La Sagesse – en hébreu hokma, en grec sophia – danse devant Dieu depuis le premier jour du monde. C’est la première-née de toutes les créatures et, en même temps, elle précède toute création. Et ce n’est pas tout, car lorsque Dieu fait acte de créateur, sa gaieté l’anime – ce qu’il produit est ainsi beau et bien ordonné. Son plaisir, cette Sagesse le trouve auprès des humains (cf. Proverbes 8,31). Oui, elle est sociable2, on la rencontre dans les rues et sur les places, où elle invite chacune et chacun à vivre pleinement.

Dame Sagesse

C’est après l’exil à Babylone que la tradition juive commence à faire de la Sagesse une personne. Celle-ci faisant office de pont entre le ciel et la terre, il est difficile de dire quelle est sa relation avec Dieu :

« La Sagesse est difficile à saisir ; impossible d’en faire un élément d’un système. Les textes qui en parlent utilisent des images et des symboles évoquant de différentes manières l’amour que Dieu porte aux humains, et sa bonté. Créatrice ou cocréatrice, elle joue un rôle dans le modelage du monde. Enseignant, prophétisant, sa voix se fait entendre dans l’espace public, où elle appelle à changer de regard en devenant enfin sage (Proverbes 1 et 8). »3

Créatrice

En évoquant la Sagesse, le judaïsme postexilique ajoute des traits féminins à son image de Dieu. C’est ainsi qu’il élabore une forme particulière de monothéisme. Il n’hésite pas à reprendre des éléments d’autres religions et à présenter Dieu sous les traits d’une mère protectrice ou de la Sagesse faisant des pas de danse.
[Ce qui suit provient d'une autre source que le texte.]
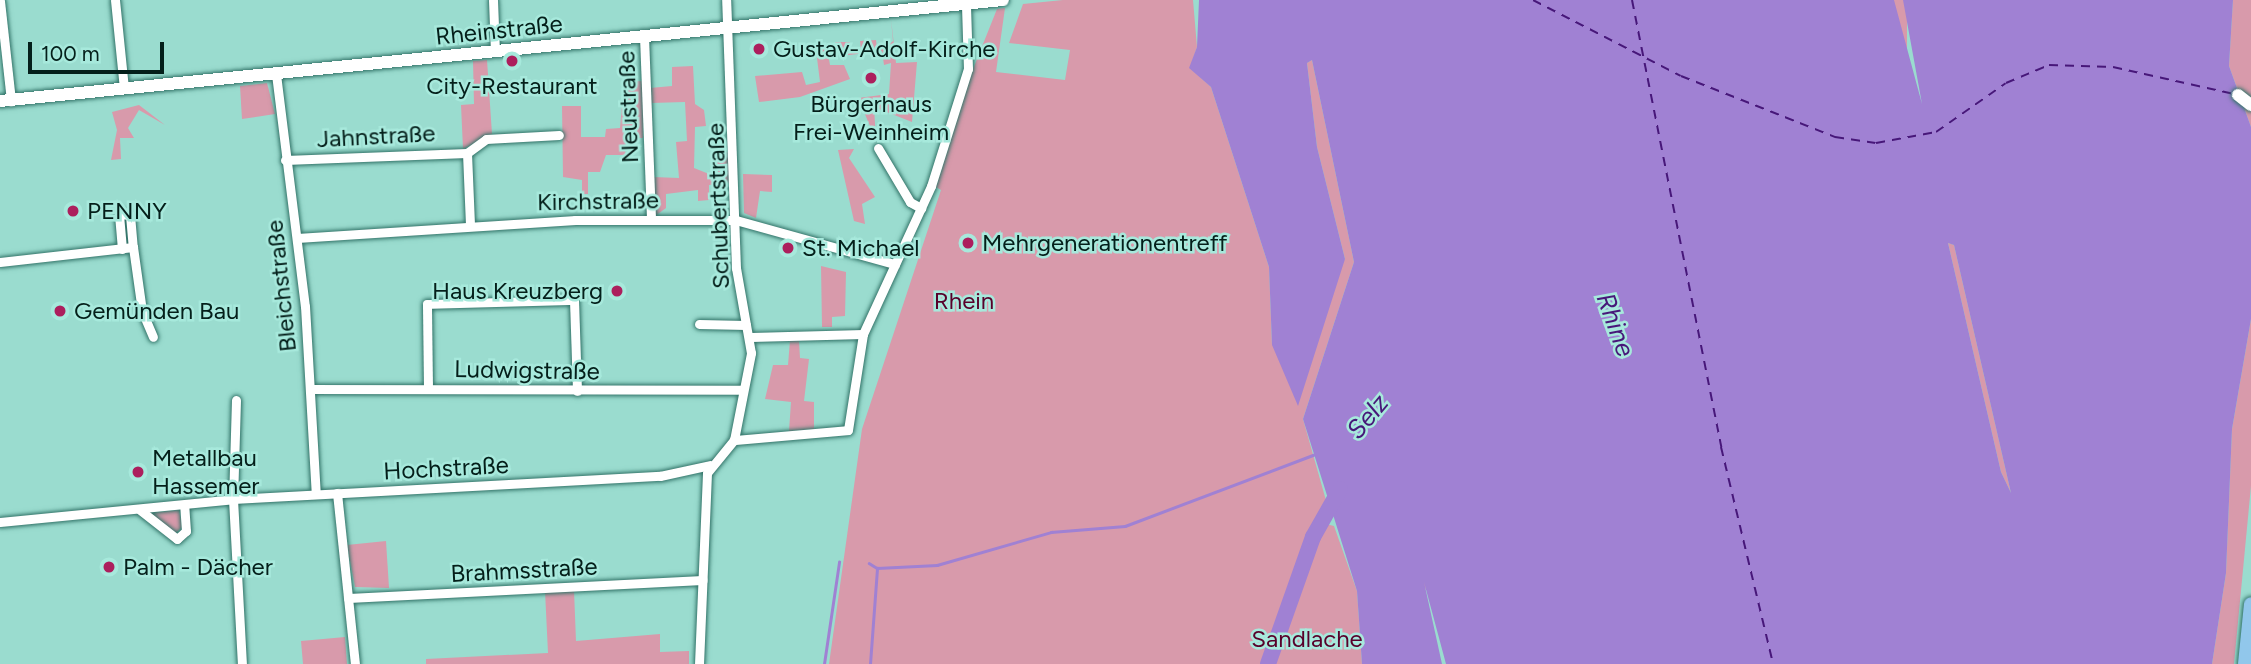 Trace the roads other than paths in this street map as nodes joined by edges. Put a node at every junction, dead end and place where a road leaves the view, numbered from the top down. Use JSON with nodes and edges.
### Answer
{"nodes":[{"id":1,"x":115,"y":0,"type":"edge"},
{"id":2,"x":493,"y":0,"type":"edge"},
{"id":3,"x":726,"y":0,"type":"edge"},
{"id":4,"x":1003,"y":0,"type":"edge"},
{"id":5,"x":0,"y":1,"type":"edge"},
{"id":6,"x":951,"y":3,"type":"edge"},
{"id":7,"x":966,"y":4,"type":"junction"},
{"id":8,"x":729,"y":28,"type":"junction"},
{"id":9,"x":644,"y":36,"type":"junction"},
{"id":10,"x":495,"y":52,"type":"junction"},
{"id":11,"x":276,"y":74,"type":"junction"},
{"id":12,"x":124,"y":89,"type":"junction"},
{"id":13,"x":2238,"y":95,"type":"dead end"},
{"id":14,"x":5,"y":101,"type":"edge"},
{"id":15,"x":2251,"y":105,"type":"edge"},
{"id":16,"x":559,"y":135,"type":"dead end"},
{"id":17,"x":878,"y":148,"type":"dead end"},
{"id":18,"x":467,"y":153,"type":"junction"},
{"id":19,"x":285,"y":160,"type":"junction"},
{"id":20,"x":921,"y":208,"type":"junction"},
{"id":21,"x":651,"y":218,"type":"junction"},
{"id":22,"x":736,"y":220,"type":"junction"},
{"id":23,"x":470,"y":225,"type":"junction"},
{"id":24,"x":297,"y":238,"type":"junction"},
{"id":25,"x":133,"y":247,"type":"junction"},
{"id":26,"x":122,"y":249,"type":"junction"},
{"id":27,"x":0,"y":262,"type":"edge"},
{"id":28,"x":895,"y":264,"type":"junction"},
{"id":29,"x":699,"y":324,"type":"dead end"},
{"id":30,"x":746,"y":325,"type":"junction"},
{"id":31,"x":863,"y":334,"type":"junction"},
{"id":32,"x":153,"y":337,"type":"dead end"},
{"id":33,"x":751,"y":337,"type":"junction"},
{"id":34,"x":428,"y":388,"type":"junction"},
{"id":35,"x":311,"y":389,"type":"junction"},
{"id":36,"x":743,"y":390,"type":"junction"},
{"id":37,"x":577,"y":391,"type":"junction"},
{"id":38,"x":236,"y":400,"type":"dead end"},
{"id":39,"x":734,"y":440,"type":"junction"},
{"id":40,"x":710,"y":465,"type":"junction"},
{"id":41,"x":337,"y":493,"type":"junction"},
{"id":42,"x":316,"y":494,"type":"junction"},
{"id":43,"x":233,"y":499,"type":"junction"},
{"id":44,"x":184,"y":505,"type":"junction"},
{"id":45,"x":140,"y":510,"type":"junction"},
{"id":46,"x":0,"y":522,"type":"edge"},
{"id":47,"x":703,"y":580,"type":"junction"},
{"id":48,"x":348,"y":598,"type":"junction"},
{"id":49,"x":2251,"y":604,"type":"edge"},
{"id":50,"x":242,"y":664,"type":"edge"},
{"id":51,"x":355,"y":664,"type":"edge"},
{"id":52,"x":699,"y":664,"type":"edge"},
{"id":53,"x":2245,"y":664,"type":"edge"}],
"edges":[{"from":1,"to":12,"type":"street"},
{"from":2,"to":10,"type":"street"},
{"from":3,"to":8,"type":"street","name":"Schubertstraße"},
{"from":4,"to":7,"type":"street","name":"Rheinstraße"},
{"from":5,"to":14,"type":"street"},
{"from":6,"to":7,"type":"street","name":"Rheinstraße"},
{"from":6,"to":8,"type":"street","name":"Rheinstraße"},
{"from":7,"to":20,"type":"street"},
{"from":8,"to":9,"type":"street","name":"Rheinstraße"},
{"from":8,"to":22,"type":"street","name":"Schubertstraße"},
{"from":9,"to":10,"type":"street","name":"Rheinstraße"},
{"from":9,"to":21,"type":"street","name":"Neustraße"},
{"from":10,"to":11,"type":"street","name":"Rheinstraße"},
{"from":11,"to":12,"type":"street","name":"Rheinstraße"},
{"from":11,"to":19,"type":"street","name":"Bleichstraße"},
{"from":12,"to":14,"type":"street","name":"Rheinstraße"},
{"from":13,"to":15,"type":"street"},
{"from":16,"to":18,"type":"street","name":"Jahnstraße"},
{"from":17,"to":20,"type":"street"},
{"from":18,"to":19,"type":"street","name":"Jahnstraße"},
{"from":18,"to":23,"type":"street","name":"Jahnstraße"},
{"from":19,"to":24,"type":"street","name":"Bleichstraße"},
{"from":20,"to":28,"type":"street"},
{"from":21,"to":22,"type":"street","name":"Kirchstraße"},
{"from":21,"to":23,"type":"street","name":"Kirchstraße"},
{"from":22,"to":28,"type":"street","name":"Kirchstraße"},
{"from":22,"to":30,"type":"street","name":"Schubertstraße"},
{"from":23,"to":24,"type":"street","name":"Kirchstraße"},
{"from":24,"to":35,"type":"street","name":"Bleichstraße"},
{"from":25,"to":26,"type":"street"},
{"from":25,"to":26,"type":"street"},
{"from":25,"to":32,"type":"street"},
{"from":26,"to":27,"type":"street"},
{"from":28,"to":31,"type":"street"},
{"from":29,"to":30,"type":"street"},
{"from":30,"to":33,"type":"street","name":"Schubertstraße"},
{"from":31,"to":33,"type":"street"},
{"from":31,"to":39,"type":"street"},
{"from":33,"to":36,"type":"street"},
{"from":34,"to":35,"type":"street","name":"Ludwigstraße"},
{"from":34,"to":37,"type":"street","name":"Ludwigstraße"},
{"from":34,"to":37,"type":"street"},
{"from":35,"to":42,"type":"street","name":"Bleichstraße"},
{"from":36,"to":37,"type":"street","name":"Ludwigstraße"},
{"from":36,"to":39,"type":"street"},
{"from":38,"to":43,"type":"street"},
{"from":39,"to":40,"type":"street"},
{"from":40,"to":41,"type":"street","name":"Hochstraße"},
{"from":40,"to":47,"type":"street"},
{"from":41,"to":42,"type":"street","name":"Hochstraße"},
{"from":41,"to":48,"type":"street"},
{"from":42,"to":43,"type":"street","name":"Hochstraße"},
{"from":43,"to":44,"type":"street","name":"Hochstraße"},
{"from":43,"to":50,"type":"street"},
{"from":44,"to":45,"type":"street","name":"Hochstraße"},
{"from":44,"to":45,"type":"street"},
{"from":45,"to":46,"type":"street","name":"Hochstraße"},
{"from":47,"to":48,"type":"street","name":"Brahmsstraße"},
{"from":47,"to":52,"type":"street"},
{"from":48,"to":51,"type":"street"},
{"from":49,"to":53,"type":"main road"}]}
Selon la spécialiste de l’Ancien Testament Silvia Schroer, c’est parce que des femmes fortes ont contribué à la renaissance d’Israël après l’exil que la Sagesse a été mise en avant. En ayant une fonction de médiatrice, cette figure remplissait aussi le vide créé par la perte de la royauté4.
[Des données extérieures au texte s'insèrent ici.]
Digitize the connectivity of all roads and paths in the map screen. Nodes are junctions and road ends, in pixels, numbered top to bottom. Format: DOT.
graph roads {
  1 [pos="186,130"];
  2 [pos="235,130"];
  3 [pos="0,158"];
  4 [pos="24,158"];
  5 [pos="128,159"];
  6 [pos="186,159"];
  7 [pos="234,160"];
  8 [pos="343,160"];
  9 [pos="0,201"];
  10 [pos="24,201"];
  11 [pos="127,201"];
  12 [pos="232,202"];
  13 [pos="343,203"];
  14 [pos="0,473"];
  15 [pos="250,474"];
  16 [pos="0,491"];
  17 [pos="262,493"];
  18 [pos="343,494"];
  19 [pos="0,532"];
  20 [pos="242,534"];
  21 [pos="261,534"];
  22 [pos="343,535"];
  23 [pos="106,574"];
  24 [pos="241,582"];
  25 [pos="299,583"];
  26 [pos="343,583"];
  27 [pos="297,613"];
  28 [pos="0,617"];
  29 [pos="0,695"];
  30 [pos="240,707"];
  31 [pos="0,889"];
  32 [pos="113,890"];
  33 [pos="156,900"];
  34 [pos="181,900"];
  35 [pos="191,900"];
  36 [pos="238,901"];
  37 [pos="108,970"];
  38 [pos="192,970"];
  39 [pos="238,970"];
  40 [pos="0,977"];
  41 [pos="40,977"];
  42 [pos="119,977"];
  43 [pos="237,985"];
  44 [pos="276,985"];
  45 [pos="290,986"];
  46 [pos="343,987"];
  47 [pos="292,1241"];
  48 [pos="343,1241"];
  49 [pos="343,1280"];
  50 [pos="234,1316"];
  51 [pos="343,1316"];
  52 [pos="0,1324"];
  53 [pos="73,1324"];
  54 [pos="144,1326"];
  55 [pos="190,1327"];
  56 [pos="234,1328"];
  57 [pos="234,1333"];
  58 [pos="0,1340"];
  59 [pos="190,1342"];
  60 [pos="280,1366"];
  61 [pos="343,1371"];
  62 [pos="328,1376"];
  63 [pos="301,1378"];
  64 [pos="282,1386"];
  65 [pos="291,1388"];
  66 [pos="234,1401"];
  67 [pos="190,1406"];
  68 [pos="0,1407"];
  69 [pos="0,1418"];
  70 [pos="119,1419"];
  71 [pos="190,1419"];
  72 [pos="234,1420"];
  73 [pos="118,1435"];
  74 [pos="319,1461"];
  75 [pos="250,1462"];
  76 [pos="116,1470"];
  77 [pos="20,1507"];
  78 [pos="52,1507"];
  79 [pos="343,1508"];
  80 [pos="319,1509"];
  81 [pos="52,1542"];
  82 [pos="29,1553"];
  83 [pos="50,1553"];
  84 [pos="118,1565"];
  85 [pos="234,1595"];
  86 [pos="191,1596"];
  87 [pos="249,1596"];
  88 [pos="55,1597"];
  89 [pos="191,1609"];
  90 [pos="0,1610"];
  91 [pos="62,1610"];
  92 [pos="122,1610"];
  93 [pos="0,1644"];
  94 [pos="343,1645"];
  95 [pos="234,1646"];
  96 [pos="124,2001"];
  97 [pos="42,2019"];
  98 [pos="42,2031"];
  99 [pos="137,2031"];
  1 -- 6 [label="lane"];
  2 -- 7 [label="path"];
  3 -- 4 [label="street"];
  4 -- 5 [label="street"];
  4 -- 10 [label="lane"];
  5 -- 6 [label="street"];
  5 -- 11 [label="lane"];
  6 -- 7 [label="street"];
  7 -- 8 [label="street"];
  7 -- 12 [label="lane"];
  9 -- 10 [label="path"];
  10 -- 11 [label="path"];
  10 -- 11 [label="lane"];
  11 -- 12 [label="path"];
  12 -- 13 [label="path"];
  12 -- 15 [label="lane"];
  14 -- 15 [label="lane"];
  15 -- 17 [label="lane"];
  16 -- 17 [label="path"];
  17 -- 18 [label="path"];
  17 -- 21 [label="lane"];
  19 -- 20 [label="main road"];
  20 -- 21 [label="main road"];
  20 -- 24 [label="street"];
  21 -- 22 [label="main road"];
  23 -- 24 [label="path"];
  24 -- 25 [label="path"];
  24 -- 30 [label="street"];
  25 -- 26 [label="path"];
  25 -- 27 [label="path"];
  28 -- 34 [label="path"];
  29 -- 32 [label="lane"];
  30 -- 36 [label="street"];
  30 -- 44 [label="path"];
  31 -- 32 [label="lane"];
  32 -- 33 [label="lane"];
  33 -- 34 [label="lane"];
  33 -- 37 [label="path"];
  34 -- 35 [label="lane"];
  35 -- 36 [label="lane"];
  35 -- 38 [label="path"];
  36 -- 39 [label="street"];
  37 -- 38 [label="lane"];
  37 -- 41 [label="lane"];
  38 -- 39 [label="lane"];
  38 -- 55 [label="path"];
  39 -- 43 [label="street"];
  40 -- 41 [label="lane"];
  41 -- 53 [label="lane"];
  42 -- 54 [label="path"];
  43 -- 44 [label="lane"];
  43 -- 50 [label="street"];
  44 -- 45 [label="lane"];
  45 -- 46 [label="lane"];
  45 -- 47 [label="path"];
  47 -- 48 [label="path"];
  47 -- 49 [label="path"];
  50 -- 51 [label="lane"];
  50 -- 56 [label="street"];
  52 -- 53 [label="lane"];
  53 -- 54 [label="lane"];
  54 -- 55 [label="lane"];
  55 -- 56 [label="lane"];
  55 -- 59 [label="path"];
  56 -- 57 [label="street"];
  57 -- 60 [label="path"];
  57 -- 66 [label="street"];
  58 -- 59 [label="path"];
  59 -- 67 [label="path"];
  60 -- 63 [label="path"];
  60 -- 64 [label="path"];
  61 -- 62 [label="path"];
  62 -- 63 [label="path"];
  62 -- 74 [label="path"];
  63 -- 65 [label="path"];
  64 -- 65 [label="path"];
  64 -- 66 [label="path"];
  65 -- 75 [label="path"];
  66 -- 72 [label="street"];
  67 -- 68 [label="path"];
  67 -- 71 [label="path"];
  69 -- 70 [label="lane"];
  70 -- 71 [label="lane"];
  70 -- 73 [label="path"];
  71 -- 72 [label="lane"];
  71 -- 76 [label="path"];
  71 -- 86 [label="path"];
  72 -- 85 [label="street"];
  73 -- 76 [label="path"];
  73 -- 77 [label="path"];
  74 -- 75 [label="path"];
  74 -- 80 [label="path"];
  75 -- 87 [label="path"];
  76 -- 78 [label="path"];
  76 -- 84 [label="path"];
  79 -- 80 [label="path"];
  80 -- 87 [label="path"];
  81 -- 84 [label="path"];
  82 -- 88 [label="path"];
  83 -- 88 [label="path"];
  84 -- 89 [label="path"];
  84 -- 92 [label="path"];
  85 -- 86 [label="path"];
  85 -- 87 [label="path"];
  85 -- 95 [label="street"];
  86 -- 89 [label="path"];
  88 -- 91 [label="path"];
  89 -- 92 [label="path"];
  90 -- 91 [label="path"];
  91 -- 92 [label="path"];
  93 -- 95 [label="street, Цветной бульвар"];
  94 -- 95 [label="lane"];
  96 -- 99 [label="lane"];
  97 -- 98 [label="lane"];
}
« Tu es mon enfant bien-aimé »

Il existe de nombreuses traces des traditions sapientielles dans le Second Testament, dans les Évangiles synoptiques, chez Jean ainsi que dans les écrits pauliniens. Elles font partie de la tradition la plus ancienne concernant Jésus. C’est en évoquant la figure de la Sagesse que la première communauté de disciples a essayé de comprendre qui il était. À ses yeux, Jésus comme Jean Baptiste étaient des prophètes de la Sagesse. L’un et l’autre permettent à leur manière de faire l’expérience de la bonté et de la générosité de Dieu. Le récit du baptême dans le Jourdain fait de Jésus un messager singulier de la Sagesse. La colombe – symbole des déesses de l’amour dans l’Orient ancien – incarne en effet l’esprit de la déesse Sagesse qui descend sur lui en prononçant ces paroles : « Tu es mon enfant bien-aimé, tu as toute mon approbation. » (Évangile de Marc 1,11)5 Cette promesse reprend le chant de la création du livre des Proverbes, où la Sagesse a les traits d’un enfant bien-aimé du Créateur (cf. Proverbes 8,30).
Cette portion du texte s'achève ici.